* _EXERCISE DETAILS_:
The records that follow must be printed exactly as they are.

* _SUPPLIED ENTRIES_:
####################

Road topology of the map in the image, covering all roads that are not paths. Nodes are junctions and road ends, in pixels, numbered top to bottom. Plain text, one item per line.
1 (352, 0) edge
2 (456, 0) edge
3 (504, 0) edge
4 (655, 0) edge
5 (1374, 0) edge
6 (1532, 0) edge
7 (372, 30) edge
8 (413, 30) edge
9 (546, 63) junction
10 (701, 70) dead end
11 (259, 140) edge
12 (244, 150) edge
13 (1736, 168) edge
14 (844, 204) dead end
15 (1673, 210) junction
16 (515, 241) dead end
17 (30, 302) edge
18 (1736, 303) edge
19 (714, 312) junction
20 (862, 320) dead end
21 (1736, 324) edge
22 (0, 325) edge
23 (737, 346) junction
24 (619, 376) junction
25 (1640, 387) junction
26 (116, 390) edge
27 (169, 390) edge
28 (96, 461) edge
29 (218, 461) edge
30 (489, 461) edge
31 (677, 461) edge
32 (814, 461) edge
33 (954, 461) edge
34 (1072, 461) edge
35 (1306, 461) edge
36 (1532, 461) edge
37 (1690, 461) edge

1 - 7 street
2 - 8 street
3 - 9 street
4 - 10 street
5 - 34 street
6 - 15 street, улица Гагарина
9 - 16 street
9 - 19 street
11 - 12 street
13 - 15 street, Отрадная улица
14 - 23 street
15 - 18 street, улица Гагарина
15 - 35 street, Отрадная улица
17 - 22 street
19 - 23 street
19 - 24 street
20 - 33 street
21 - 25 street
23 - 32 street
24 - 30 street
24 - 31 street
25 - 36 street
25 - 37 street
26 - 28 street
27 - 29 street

####################

* _PROBLEM SOLUTION_:
Road topology of the map in the image, covering all roads that are not paths. Nodes are junctions and road ends, in pixels, numbered top to bottom. Plain text, one item per line.
1 (352, 0) edge
2 (456, 0) edge
3 (504, 0) edge
4 (655, 0) edge
5 (1374, 0) edge
6 (1532, 0) edge
7 (372, 30) edge
8 (413, 30) edge
9 (546, 63) junction
10 (701, 70) dead end
11 (259, 140) edge
12 (244, 150) edge
13 (1736, 168) edge
14 (844, 204) dead end
15 (1673, 210) junction
16 (515, 241) dead end
17 (30, 302) edge
18 (1736, 303) edge
19 (714, 312) junction
20 (862, 320) dead end
21 (1736, 324) edge
22 (0, 325) edge
23 (737, 346) junction
24 (619, 376) junction
25 (1640, 387) junction
26 (116, 390) edge
27 (169, 390) edge
28 (96, 461) edge
29 (218, 461) edge
30 (489, 461) edge
31 (677, 461) edge
32 (814, 461) edge
33 (954, 461) edge
34 (1072, 461) edge
35 (1306, 461) edge
36 (1532, 461) edge
37 (1690, 461) edge

1 - 7 street
2 - 8 street
3 - 9 street
4 - 10 street
5 - 34 street
6 - 15 street, улица Гагарина
9 - 16 street
9 - 19 street
11 - 12 street
13 - 15 street, Отрадная улица
14 - 23 street
15 - 18 street, улица Гагарина
15 - 35 street, Отрадная улица
17 - 22 street
19 - 23 street
19 - 24 street
20 - 33 street
21 - 25 street
23 - 32 street
24 - 30 street
24 - 31 street
25 - 36 street
25 - 37 street
26 - 28 street
27 - 29 street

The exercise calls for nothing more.